Roomba, I command thee! The author demonstrates voice command with an Arduino and Raspberry Pi.
The author demonstrates voice control of a domestic vacuum-robot using an Arduino and Raspberry Pi.

It’s an old saying that computers aren’t really smart, because they only do what we tell them to do. But now you can actually tell your Raspberry Pi to do something smart — to take control of connected devices in your home — using only your voice. It’s not hard — you can do it easily using some open source software and a Raspberry Pi. Just add an Arduino with an infrared (IR) LED and you can tell your Roomba what to do, too.

Shall We Say a Game?

This project is made possible by years of research by scores of scientists, engineers, and linguists around the world working to enable real-time voice recognition that can run on modest hardware — the sort of advances that have brought us Siri on Apple devices and the voice recognition capabilities built into Google’s Android.

Specifically, I’ll show you how to use an open source speech recognition toolkit from the Speech Group at Carnegie Mellon University called PocketSphinx, designed for use in embedded systems. This amazing library allows us to delegate the heavy lifting of turning sound into text, so we can focus on implementing higher-level logic to turn the text into meaningful actions, like commanding the lighting systems in your home and even your Roomba vacuum cleaner. It also allows us, as Makers, to get under the hood and experiment with aspects of a speech recognition engine that are usually reserved for those implementing the engines or studying them in academia.

What will the next generation of Make: look like? We’re inviting you to shape the future by investing in Make:. By becoming an investor, you help decide what’s next. The future of Make: is in your hands. Learn More.

Project Steps

PREPARING THE PI

The Raspberry Pi credit-card-sized computer has enough power to translate your spoken commands into computer commands. For about $35.
For about $35, the Raspberry Pi, a credit-card-sized computer, has enough power to translate your spoken commands into computer commands for home automation and robotics.

Before you can use the Raspberry Pi for speech recognition, you need to make sure you’re able to record sound from your USB microphone. The Raspbian distribution is configured to use the Advanced Linux Sound Architecture (ALSA) for sound. Despite its name this framework is quite mature and will work with many software packages and sound cards without alteration or configuration difficulties. For the specific case of the Pi there are a few tweaks we need to make to ensure that the USB card is preferred over the built-in audio.

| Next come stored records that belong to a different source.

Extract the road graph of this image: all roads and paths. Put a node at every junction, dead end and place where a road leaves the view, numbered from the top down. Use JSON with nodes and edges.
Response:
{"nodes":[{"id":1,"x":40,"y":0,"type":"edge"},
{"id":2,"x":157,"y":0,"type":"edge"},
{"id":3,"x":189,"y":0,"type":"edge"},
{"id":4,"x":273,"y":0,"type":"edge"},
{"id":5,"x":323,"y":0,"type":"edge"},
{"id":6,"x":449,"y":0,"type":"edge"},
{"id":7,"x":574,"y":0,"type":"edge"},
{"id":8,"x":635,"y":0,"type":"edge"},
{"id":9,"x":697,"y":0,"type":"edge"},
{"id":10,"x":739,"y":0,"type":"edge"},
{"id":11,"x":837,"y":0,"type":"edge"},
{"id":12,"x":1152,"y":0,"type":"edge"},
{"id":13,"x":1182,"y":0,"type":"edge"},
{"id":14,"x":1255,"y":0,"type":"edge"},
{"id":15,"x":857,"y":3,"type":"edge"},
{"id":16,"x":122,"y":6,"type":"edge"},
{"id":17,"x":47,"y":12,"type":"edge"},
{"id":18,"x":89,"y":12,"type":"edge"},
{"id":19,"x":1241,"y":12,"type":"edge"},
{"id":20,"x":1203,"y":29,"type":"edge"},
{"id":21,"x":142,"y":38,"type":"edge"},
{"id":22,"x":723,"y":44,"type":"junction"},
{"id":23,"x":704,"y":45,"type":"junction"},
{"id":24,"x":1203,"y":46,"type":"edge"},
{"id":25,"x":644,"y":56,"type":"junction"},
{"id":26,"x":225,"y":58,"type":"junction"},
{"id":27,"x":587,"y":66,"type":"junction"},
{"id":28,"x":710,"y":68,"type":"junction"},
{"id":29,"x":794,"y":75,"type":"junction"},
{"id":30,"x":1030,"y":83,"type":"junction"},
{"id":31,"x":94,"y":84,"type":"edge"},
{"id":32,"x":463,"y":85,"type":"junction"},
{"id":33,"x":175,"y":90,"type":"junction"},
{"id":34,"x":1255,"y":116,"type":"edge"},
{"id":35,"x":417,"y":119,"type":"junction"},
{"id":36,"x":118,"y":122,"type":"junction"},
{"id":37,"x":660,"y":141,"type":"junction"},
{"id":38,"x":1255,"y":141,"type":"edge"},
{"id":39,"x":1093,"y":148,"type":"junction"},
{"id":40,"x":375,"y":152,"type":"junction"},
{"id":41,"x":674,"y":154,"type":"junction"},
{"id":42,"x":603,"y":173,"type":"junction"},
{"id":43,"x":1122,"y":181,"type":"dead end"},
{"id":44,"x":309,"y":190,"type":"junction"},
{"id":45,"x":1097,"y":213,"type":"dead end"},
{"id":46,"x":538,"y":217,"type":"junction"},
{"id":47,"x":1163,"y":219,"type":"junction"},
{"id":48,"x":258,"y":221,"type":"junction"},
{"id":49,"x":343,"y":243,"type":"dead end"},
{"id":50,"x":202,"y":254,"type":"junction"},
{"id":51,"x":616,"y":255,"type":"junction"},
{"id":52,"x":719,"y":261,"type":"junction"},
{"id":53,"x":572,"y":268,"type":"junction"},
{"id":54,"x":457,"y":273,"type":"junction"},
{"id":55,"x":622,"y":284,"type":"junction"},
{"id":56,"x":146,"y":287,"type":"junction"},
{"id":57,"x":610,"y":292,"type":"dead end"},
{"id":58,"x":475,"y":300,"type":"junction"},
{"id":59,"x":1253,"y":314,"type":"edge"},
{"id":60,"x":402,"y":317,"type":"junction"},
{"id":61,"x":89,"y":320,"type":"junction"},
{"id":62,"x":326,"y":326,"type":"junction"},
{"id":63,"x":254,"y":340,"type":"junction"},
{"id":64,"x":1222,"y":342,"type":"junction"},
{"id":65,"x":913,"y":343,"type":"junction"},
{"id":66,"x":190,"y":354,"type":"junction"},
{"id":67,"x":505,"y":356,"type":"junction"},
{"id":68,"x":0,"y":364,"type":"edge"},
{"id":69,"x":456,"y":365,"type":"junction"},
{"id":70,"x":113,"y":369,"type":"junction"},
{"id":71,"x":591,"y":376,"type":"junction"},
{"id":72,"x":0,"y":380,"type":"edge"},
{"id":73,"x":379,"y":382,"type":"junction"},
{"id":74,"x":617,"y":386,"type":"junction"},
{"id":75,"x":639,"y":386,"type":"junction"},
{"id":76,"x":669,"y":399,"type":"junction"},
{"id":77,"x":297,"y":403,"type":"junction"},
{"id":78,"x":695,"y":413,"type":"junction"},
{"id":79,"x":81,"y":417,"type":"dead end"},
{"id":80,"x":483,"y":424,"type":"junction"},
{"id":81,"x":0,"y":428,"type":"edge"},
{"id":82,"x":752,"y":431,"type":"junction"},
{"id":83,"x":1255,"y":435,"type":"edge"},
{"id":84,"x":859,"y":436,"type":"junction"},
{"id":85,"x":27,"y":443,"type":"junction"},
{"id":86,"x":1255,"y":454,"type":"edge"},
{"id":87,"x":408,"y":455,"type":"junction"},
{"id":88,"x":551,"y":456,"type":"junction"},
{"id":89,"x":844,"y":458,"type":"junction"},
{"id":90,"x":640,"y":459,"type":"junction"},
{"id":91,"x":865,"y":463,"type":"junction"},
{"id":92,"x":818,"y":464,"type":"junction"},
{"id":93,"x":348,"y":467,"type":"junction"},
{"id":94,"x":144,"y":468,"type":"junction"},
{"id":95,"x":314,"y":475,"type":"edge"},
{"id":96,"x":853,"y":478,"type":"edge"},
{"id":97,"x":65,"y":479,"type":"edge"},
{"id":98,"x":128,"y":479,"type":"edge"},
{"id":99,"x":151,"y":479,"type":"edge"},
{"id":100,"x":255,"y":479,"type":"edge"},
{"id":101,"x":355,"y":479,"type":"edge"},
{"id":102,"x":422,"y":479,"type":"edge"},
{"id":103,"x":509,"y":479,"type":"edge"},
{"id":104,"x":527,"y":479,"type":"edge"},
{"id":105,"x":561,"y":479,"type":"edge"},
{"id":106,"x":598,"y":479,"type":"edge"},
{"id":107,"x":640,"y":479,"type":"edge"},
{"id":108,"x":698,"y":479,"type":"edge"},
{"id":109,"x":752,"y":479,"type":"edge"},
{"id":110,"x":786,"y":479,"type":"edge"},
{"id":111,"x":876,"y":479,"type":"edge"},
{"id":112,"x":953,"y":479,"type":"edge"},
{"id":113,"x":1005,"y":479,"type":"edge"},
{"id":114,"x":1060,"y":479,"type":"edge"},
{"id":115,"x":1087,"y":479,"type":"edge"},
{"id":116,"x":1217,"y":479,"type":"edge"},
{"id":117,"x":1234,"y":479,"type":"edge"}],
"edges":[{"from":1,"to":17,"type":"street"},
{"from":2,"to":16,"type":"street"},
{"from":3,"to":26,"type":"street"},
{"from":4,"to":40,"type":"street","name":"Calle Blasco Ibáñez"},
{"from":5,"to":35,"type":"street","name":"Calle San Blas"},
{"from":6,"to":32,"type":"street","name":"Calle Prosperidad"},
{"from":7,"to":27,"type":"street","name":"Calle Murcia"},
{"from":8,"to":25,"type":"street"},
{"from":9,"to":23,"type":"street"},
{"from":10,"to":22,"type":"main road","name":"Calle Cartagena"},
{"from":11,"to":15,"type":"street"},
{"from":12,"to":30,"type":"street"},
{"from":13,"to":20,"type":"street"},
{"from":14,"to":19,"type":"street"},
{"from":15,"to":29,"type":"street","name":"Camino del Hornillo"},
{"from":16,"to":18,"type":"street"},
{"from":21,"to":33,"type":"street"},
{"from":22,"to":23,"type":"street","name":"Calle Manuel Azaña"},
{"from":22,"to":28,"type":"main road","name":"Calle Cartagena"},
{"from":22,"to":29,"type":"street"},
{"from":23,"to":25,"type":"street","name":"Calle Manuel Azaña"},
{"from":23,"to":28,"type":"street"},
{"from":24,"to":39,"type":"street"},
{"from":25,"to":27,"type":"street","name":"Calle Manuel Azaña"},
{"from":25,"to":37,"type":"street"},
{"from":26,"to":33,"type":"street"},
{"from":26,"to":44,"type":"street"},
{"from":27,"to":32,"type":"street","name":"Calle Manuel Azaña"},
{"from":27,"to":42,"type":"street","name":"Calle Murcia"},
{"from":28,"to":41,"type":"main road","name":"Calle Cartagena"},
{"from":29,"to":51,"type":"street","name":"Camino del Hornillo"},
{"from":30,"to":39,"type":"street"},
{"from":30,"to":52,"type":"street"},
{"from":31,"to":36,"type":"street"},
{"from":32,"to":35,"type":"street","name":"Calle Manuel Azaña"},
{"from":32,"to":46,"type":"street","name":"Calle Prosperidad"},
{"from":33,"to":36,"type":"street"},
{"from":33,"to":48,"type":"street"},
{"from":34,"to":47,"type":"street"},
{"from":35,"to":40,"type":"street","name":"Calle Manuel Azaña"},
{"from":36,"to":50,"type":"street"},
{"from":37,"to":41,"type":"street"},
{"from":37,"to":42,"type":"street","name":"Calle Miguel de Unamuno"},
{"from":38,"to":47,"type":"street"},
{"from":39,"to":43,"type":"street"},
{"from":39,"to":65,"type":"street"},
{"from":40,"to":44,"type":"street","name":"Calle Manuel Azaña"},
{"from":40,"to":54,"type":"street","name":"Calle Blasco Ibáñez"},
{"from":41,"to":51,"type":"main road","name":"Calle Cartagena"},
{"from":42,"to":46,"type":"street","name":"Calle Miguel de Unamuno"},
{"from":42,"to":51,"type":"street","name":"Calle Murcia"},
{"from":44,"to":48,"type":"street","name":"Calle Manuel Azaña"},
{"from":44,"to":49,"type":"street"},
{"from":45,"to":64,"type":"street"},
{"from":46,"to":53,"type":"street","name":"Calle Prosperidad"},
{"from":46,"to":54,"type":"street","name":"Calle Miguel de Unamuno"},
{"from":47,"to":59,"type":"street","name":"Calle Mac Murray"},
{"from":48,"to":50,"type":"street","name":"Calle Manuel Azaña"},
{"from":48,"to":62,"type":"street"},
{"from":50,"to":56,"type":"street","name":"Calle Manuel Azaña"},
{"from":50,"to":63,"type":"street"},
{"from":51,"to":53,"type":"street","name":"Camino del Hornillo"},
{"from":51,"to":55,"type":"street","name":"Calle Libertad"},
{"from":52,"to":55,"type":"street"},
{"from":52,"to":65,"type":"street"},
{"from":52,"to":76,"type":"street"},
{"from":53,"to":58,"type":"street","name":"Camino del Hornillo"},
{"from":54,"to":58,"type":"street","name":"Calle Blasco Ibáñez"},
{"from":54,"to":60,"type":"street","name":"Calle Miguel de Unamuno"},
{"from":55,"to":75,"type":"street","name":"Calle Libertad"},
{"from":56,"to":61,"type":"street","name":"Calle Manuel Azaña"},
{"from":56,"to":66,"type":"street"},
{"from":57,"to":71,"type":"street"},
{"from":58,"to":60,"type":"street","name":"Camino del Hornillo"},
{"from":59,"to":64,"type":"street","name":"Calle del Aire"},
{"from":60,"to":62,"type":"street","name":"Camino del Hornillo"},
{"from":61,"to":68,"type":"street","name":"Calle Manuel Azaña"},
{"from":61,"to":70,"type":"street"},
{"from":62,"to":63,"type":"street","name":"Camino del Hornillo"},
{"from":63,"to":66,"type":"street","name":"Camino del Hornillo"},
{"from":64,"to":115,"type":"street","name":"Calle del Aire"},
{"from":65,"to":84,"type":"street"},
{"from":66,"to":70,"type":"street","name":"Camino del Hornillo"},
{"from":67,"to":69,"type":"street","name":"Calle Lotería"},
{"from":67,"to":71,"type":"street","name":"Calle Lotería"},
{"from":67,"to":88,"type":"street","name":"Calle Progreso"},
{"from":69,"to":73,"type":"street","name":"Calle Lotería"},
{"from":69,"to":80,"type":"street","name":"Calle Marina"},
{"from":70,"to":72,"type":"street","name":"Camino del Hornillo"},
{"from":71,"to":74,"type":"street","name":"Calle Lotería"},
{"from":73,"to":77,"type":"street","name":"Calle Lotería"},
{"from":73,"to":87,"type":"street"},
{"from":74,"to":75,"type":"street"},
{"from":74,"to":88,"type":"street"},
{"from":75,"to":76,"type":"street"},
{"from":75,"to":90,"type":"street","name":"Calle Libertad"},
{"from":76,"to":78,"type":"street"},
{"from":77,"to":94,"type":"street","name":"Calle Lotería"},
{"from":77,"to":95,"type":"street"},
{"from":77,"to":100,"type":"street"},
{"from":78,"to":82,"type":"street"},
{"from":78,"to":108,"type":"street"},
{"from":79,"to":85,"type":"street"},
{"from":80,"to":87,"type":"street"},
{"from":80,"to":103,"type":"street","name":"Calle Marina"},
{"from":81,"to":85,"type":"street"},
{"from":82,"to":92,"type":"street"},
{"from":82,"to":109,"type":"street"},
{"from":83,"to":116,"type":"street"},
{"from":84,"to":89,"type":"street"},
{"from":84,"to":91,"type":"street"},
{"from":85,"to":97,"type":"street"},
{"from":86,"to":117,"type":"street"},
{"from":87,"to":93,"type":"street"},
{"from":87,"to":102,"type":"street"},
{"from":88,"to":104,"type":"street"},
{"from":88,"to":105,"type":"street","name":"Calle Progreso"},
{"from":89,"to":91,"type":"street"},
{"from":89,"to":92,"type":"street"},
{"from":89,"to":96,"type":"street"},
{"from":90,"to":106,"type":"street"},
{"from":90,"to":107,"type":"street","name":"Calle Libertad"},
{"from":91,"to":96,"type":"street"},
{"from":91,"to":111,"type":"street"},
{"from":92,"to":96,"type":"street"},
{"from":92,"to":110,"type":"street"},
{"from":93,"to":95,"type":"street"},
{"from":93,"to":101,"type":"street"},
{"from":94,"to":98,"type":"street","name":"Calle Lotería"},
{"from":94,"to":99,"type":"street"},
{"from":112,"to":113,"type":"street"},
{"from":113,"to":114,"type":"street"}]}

First plug in your USB headset and power on the Pi. Once everything has finished loading, you can check that your USB audio is detected and ready to use by running the aplay -L command. This should display the name of your card such as in our example: Logitech H570e Stereo, USB Audio. If your USB sound card appears in this list then you can move on to making it the default for the system. To do this, use your favorite text editor to edit the alsa-base.conf file like so:

sudo nano /etc/modprobe.d/alsa-base.conf

You need to change the line options snd-usb-audio index=-2 to options snd-usb-audio index=0 and add a line below it with options snd_bcm2835 index=1. Once done, save the file and sudo reboot the Pi to use the new configuration.

To test your changes, use the arecord -vv --duration=7 -fdat ~/test.wav command to record a short 7-second piece of audio from the microphone. Try playing it back with aplay ~/test.wav and you should hear what you recorded earlier through your USB headphones. If not, try playing back a prerecorded sound such as aplay /usr/share/sounds/alsa/Front_Center.wav to determine if the issue lies with your microphone or speakers. (The internet will be a great help when troubleshooting these issues.)

If you heard your recording, great! You’re ready to move on to the software setup.

COMPILING THE PREREQUISITE SOFTWARE

As we are standing on the shoulders of software giants, there are a few packages to install and several pieces of software to compile before your Pi is ready to host the voice control software.

First, go get the packages required for SphinxBase by executing:

sudo apt-get install libasound2-dev autoconf libtool bison \
swig python-dev python-pyaudio

You’ll also need to install some Python libraries for use with our demo application. To do this, you’ll install and use the Python pip command with the following commands:

curl -O https://bootstrap.pypa.io/get-pip.py
sudo python get-pip.py
sudo pip install gevent grequests

TIP: If your connection to the Pi is a bit flaky and prone to disconnects, you can save yourself some heartache by running these commands in a screen session. To do so, run the following before continuing.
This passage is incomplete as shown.